# Your goal:
Set down the complete data exactly as it appears below.

Collected data entries
* * *

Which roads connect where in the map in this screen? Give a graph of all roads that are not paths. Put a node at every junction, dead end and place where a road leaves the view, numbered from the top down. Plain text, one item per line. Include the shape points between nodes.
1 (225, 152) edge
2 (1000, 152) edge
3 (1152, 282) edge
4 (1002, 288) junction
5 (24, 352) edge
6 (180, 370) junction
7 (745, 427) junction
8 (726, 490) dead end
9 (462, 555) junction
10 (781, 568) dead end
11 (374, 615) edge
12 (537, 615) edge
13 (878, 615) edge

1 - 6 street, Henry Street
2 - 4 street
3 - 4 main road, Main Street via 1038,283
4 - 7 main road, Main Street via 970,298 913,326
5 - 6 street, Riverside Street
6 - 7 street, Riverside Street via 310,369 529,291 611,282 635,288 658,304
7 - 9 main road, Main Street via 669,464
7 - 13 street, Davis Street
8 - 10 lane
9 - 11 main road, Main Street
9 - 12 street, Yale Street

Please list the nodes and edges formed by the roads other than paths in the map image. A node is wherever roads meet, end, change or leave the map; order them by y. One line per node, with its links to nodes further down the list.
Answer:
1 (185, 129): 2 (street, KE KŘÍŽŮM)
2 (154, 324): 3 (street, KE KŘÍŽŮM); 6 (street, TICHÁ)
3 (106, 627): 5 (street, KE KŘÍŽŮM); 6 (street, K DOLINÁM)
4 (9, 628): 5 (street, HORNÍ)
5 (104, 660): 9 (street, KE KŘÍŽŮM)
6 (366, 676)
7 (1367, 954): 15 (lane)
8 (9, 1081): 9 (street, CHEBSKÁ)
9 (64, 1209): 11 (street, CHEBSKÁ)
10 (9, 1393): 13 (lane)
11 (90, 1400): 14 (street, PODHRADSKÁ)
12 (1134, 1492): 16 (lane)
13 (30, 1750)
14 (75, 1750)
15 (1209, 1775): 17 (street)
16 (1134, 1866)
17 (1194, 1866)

* * *

# Response:
Which roads connect where in the map in this screen? Give a graph of all roads that are not paths. Put a node at every junction, dead end and place where a road leaves the view, numbered from the top down. Plain text, one item per line. Include the shape points between nodes.
1 (225, 152) edge
2 (1000, 152) edge
3 (1152, 282) edge
4 (1002, 288) junction
5 (24, 352) edge
6 (180, 370) junction
7 (745, 427) junction
8 (726, 490) dead end
9 (462, 555) junction
10 (781, 568) dead end
11 (374, 615) edge
12 (537, 615) edge
13 (878, 615) edge

1 - 6 street, Henry Street
2 - 4 street
3 - 4 main road, Main Street via 1038,283
4 - 7 main road, Main Street via 970,298 913,326
5 - 6 street, Riverside Street
6 - 7 street, Riverside Street via 310,369 529,291 611,282 635,288 658,304
7 - 9 main road, Main Street via 669,464
7 - 13 street, Davis Street
8 - 10 lane
9 - 11 main road, Main Street
9 - 12 street, Yale Street

Please list the nodes and edges formed by the roads other than paths in the map image. A node is wherever roads meet, end, change or leave the map; order them by y. One line per node, with its links to nodes further down the list.
Answer:
1 (185, 129): 2 (street, KE KŘÍŽŮM)
2 (154, 324): 3 (street, KE KŘÍŽŮM); 6 (street, TICHÁ)
3 (106, 627): 5 (street, KE KŘÍŽŮM); 6 (street, K DOLINÁM)
4 (9, 628): 5 (street, HORNÍ)
5 (104, 660): 9 (street, KE KŘÍŽŮM)
6 (366, 676)
7 (1367, 954): 15 (lane)
8 (9, 1081): 9 (street, CHEBSKÁ)
9 (64, 1209): 11 (street, CHEBSKÁ)
10 (9, 1393): 13 (lane)
11 (90, 1400): 14 (street, PODHRADSKÁ)
12 (1134, 1492): 16 (lane)
13 (30, 1750)
14 (75, 1750)
15 (1209, 1775): 17 (street)
16 (1134, 1866)
17 (1194, 1866)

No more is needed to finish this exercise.